According to the IMF, the Financial Sector Assessment Program assesses three key components in all countries: the soundness of banks and other financial institutions, including through stress tests; the quality of bank, insurance, and financial market supervision; and the ability of supervisors, policymakers, and financial safety nets to respond effectively in case of a crisis.
For 2012, the financial health of Malaysia and 17 other countries are being scrutinised to spot potential troubles on the horizon.
The IMF will then produce a detailed report that includes recommendations for the country on how to improve its financial stability.
Although, Malaysia does not have much borrowing from the International Monetary Fund or the World Bank, an indication of its good financial health at the moment, it must watch out for any growing risks.
Recent studies by both international organisations have underlined the risks if Malaysia does not address the structural issues, said Tan Sri Ramon Navaratnam who is the Asli Centre of Public Policy Studies chairman.

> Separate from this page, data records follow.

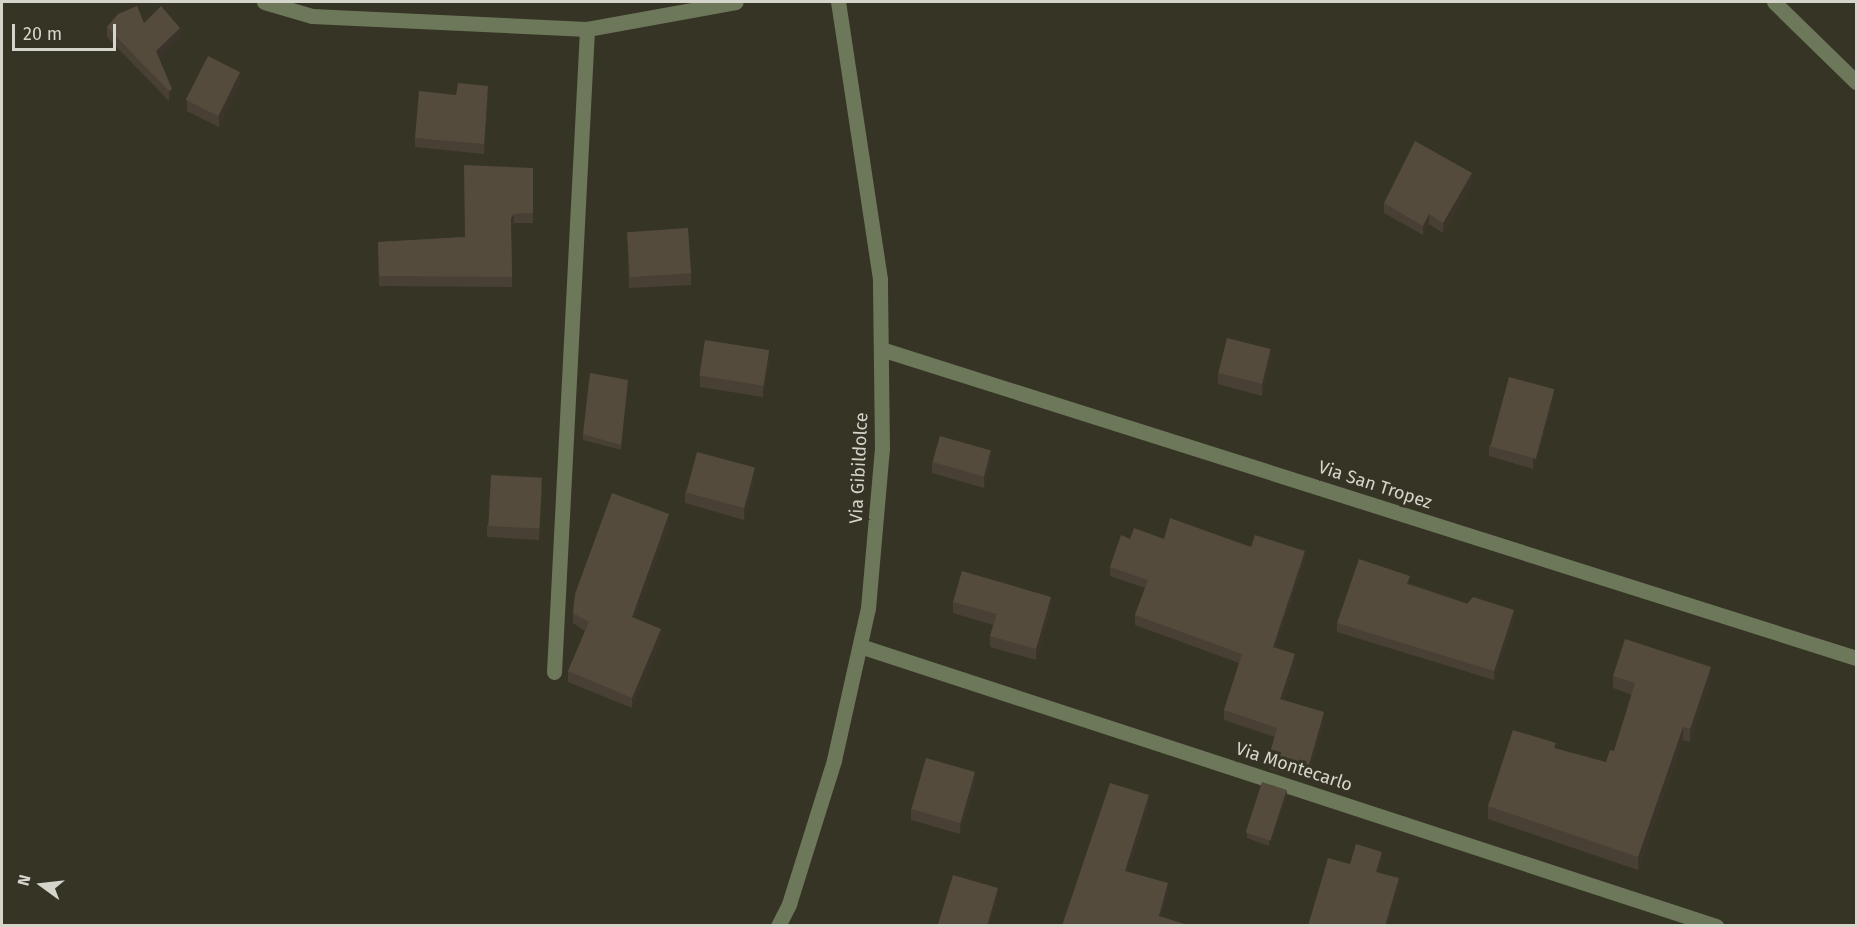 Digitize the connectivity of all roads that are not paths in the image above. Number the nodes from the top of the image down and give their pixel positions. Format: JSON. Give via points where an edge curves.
{"nodes":[{"id":1,"x":264,"y":2,"type":"edge"},
{"id":2,"x":736,"y":2,"type":"edge"},
{"id":3,"x":838,"y":2,"type":"edge"},
{"id":4,"x":1774,"y":2,"type":"edge"},
{"id":5,"x":587,"y":29,"type":"junction"},
{"id":6,"x":1857,"y":82,"type":"edge"},
{"id":7,"x":881,"y":349,"type":"junction"},
{"id":8,"x":860,"y":646,"type":"junction"},
{"id":9,"x":1857,"y":658,"type":"edge"},
{"id":10,"x":554,"y":672,"type":"dead end"},
{"id":11,"x":778,"y":926,"type":"edge"},
{"id":12,"x":1716,"y":926,"type":"edge"}],
"edges":[{"from":1,"to":5,"type":"street","via":[[312,16]]},
{"from":2,"to":5,"type":"street"},
{"from":3,"to":7,"type":"street","name":"Via Gibildolce","via":[[880,279]]},
{"from":4,"to":6,"type":"street"},
{"from":5,"to":10,"type":"street"},
{"from":7,"to":8,"type":"street","name":"Via Gibildolce","via":[[882,449],[868,608]]},
{"from":7,"to":9,"type":"street","name":"Via San Tropez"},
{"from":8,"to":11,"type":"street","name":"Via Gibildolce","via":[[834,760],[789,904]]},
{"from":8,"to":12,"type":"street","name":"Via Montecarlo"}]}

"Our balance of payments is not in deficit and we are not in a dire need of IMF's assistance now but we have to watch out for the early symptoms unless structural changes are made."
In February the IMF, in its annual Article IV consultation with Malaysia, said that while the country is well-positioned to face the challenging environment, public finances and structural reforms were crucial for a more balanced growth.
Although there are no signs of overheating or asset price excesses, household debt, however, has continued to climb, with growth in unsecured personal lending particularly strong.
The IMF warned that the significant increase in household indebtedness needs close monitoring and towards this end, welcomed the prudent measures taken recently, including the introduction of guidelines to ensure that borrowers' debts are in line with their incomes.
On reducing high public debt, the IMF also recommended further efforts to better target expenditure, broaden the tax base, and enhance the country's fiscal transparency.
In addition, the World Bank also said recently that the challenge was to expedite the implementation of structural reforms which was key to transforming the economy into a high-income one.
Implementation can be assisted by increasing the coordination of related reform efforts such as safety nets and education, building capacity within the civil service to lead reforms, and working towards consensus in key areas such as educational reform, subsidy rationalisation and broadening the tax base.